This post is dedicated to the team at Rock Town Hall.
One of the highlights of the Angouleme Festival de la Bande Dessine were the Concerts des Dessines. Here's a taste of Heavy Trash, led by Jon Spencer, getting down to business.
Jon Spencer speaks not only the worst French you have ever heard, but forgets the name of one of the premier illustrators. But heck, c'est la vie, c'est la pierre.
The dignified guy with the silver hair is Baru, festival president. I have fallen just a bit in love with his work, which depicts working class men and their lives in an un-sentimental way, like the love child of Raymond Briggs and Paul Kelly. I like the way he draws, very tentative, feeling his way through to the character, nothing formulaic. Baru is joined by Chauzy and Flao.

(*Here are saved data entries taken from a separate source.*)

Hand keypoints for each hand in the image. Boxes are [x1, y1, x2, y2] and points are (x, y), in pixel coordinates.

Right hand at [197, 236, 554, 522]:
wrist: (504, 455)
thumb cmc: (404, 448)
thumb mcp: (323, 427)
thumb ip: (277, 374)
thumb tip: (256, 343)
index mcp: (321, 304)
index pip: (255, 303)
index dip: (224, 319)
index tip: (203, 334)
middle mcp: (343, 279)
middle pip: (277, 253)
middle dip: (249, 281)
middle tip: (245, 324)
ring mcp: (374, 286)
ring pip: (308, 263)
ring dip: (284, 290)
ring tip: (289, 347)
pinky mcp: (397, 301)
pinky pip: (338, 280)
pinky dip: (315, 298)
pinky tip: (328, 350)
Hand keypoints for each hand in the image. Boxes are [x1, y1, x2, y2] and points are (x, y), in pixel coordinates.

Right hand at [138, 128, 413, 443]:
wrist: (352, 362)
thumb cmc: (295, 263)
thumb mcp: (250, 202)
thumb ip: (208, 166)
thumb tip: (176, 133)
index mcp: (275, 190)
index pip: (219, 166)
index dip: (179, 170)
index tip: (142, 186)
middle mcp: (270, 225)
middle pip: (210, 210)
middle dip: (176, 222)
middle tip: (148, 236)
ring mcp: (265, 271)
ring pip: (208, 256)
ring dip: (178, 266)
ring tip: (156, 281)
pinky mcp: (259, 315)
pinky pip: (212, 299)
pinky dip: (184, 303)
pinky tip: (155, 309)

Tour Baru's fantastic exhibition here.
But there is nothing stopping Jon Spencer, and when it all comes together at the end, well, it is indeed a very rock and roll moment. Or as the French say, un pur moment du rock and roll.
This year the festival presented three concerts with drawing. I was lucky enough to see all three. Fatoumata Diawara, the Malian singer and her polished, nimble band appeared with illustrator Clement Oubebrerie, his gentle watercolour and ink pen lines occasionally showing something stronger and darker.

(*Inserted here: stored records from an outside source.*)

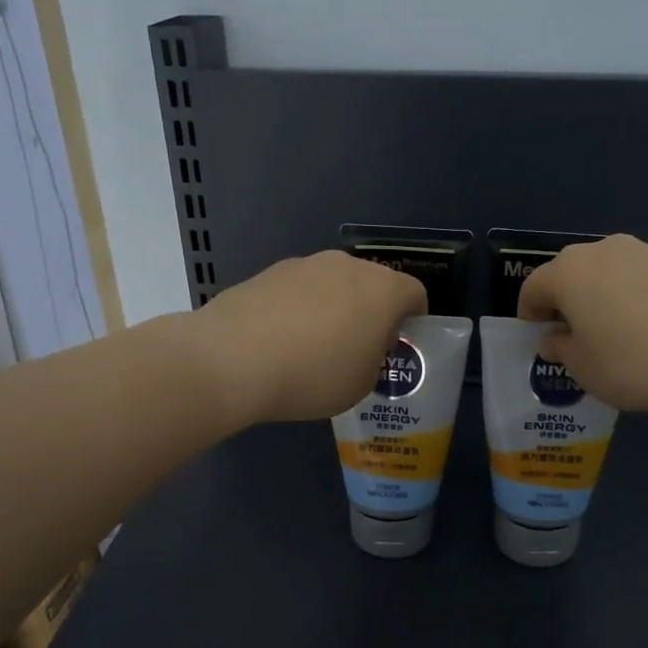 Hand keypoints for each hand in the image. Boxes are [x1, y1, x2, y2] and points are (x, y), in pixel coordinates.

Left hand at [192, 251, 426, 424]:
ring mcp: (305, 264)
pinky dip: (299, 310)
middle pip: (373, 285)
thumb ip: (374, 357)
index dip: (413, 320)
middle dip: (372, 312)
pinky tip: (281, 342)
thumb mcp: (361, 383)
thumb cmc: (313, 375)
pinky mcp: (269, 272)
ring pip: (334, 285)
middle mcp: (347, 266)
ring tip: (313, 348)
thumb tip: (363, 342)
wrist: (232, 359)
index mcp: (382, 289)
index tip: (398, 346)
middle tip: (358, 349)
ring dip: (334, 309)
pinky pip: (299, 291)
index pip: (415, 294)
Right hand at [517, 234, 647, 416]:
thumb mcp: (585, 369)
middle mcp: (604, 250)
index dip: (529, 314)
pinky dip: (638, 300)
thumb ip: (562, 350)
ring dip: (604, 299)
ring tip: (618, 337)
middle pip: (572, 274)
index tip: (538, 339)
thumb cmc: (636, 362)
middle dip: (567, 303)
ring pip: (610, 274)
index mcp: (569, 271)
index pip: (533, 287)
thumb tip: (555, 339)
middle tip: (575, 339)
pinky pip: (644, 280) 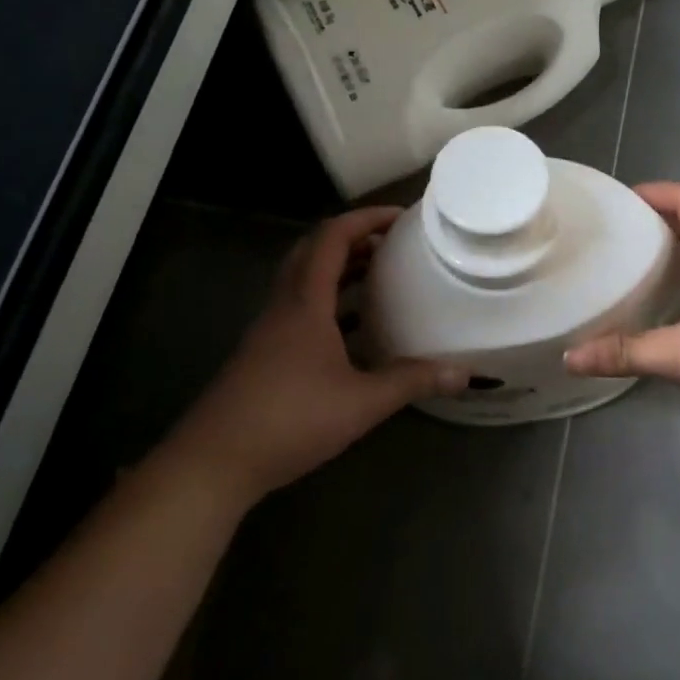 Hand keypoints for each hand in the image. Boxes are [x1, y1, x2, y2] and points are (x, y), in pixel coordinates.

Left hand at [167, 207, 467, 502]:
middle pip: (313, 252)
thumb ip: (412, 382)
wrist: (214, 463)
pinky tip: (353, 330)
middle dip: (354, 239)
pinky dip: (328, 303)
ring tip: (379, 275)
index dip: (365, 219)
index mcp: (305, 303)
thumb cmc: (290, 420)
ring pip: (304, 281)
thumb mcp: (361, 402)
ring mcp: (269, 331)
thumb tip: (465, 373)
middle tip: (392, 244)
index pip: (331, 238)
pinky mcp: (264, 355)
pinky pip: (299, 309)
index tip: (401, 217)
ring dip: (339, 269)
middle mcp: (284, 307)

There is more video and Concerts des Dessines at the festival website. Areski Belkacem, sorry - I'm drawing a blank, led a band through a story titled Coup de Foudre (a sudden blow to the heart/falling heavily in love) that involved masked wrestlers, femmes fatales and cross-dressing to audience heavily loaded with school kids. Who loved every biff and clinch. The music was a slithery, rhythmic set that offered endless twists and surprises, a kind of rootsy, moorish funk.
Comics and music: who knew they could be so damned groovy?